Collect from the data below each line with "проспект".

[Extracted information — start]

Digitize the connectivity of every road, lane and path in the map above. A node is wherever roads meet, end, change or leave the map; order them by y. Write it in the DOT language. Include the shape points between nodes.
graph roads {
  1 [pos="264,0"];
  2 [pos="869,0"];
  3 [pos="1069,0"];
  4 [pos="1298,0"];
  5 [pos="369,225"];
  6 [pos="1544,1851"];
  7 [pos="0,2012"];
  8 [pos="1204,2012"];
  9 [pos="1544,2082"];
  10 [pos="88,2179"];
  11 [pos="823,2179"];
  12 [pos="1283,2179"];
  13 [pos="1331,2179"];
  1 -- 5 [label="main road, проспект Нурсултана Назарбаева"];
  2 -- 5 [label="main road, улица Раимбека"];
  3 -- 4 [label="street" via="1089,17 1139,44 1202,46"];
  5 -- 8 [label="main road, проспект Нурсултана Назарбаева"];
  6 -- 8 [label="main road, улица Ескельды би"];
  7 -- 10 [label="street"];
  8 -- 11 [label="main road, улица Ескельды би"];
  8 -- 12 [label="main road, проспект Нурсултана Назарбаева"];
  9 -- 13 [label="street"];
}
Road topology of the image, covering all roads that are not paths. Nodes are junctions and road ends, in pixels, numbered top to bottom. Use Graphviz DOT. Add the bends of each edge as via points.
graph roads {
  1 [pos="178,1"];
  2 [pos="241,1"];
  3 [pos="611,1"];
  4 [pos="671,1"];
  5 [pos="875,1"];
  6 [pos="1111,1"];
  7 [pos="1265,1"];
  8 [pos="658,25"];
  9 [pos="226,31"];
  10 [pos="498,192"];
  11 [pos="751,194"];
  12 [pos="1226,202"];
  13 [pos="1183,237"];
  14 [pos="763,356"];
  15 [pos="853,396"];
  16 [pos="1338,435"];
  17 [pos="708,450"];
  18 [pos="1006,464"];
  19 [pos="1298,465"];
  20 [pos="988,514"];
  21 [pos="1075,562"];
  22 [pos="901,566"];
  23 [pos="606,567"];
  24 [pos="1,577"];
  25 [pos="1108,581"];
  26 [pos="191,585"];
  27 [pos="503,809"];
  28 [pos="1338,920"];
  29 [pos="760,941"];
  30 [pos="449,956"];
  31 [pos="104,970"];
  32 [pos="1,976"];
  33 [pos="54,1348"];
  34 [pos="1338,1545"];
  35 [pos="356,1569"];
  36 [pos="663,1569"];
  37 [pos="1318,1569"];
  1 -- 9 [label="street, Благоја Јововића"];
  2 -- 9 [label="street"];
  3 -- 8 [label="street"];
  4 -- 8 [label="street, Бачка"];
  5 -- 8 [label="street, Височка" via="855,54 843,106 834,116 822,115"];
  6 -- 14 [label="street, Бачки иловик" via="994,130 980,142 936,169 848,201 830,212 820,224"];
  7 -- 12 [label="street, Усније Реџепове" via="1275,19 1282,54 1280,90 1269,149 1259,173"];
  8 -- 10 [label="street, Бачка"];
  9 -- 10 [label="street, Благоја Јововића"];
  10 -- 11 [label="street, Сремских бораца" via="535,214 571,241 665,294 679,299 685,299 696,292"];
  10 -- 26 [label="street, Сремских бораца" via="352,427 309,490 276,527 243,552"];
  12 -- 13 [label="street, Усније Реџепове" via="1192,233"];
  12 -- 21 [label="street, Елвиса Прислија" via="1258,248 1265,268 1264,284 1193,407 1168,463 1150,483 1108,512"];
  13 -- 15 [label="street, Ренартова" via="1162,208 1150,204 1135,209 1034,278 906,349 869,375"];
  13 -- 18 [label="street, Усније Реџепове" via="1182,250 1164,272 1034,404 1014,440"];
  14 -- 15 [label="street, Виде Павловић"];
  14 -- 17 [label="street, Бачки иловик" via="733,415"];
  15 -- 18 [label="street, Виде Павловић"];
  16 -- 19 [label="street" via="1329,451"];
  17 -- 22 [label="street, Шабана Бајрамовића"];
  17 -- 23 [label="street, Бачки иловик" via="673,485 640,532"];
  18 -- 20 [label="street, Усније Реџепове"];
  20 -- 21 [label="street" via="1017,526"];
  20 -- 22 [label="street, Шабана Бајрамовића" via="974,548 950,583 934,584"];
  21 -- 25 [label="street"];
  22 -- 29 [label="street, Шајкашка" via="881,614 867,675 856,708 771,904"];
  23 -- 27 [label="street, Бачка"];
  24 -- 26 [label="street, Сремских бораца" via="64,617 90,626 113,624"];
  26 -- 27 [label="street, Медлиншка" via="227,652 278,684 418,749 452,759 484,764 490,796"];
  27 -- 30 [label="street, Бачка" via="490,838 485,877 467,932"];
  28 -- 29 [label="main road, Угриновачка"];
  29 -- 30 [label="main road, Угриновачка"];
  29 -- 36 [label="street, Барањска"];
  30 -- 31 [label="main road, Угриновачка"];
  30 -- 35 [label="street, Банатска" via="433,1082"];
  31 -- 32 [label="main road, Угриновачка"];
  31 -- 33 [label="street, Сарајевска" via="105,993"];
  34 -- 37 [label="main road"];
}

[Extracted information — finish]

◆ Output of the task:
  1 -- 5 [label="main road, проспект Нурсултана Назарбаева"];
  5 -- 8 [label="main road, проспект Нурсултана Назарбаева"];
  8 -- 12 [label="main road, проспект Нурсултана Назарбаева"];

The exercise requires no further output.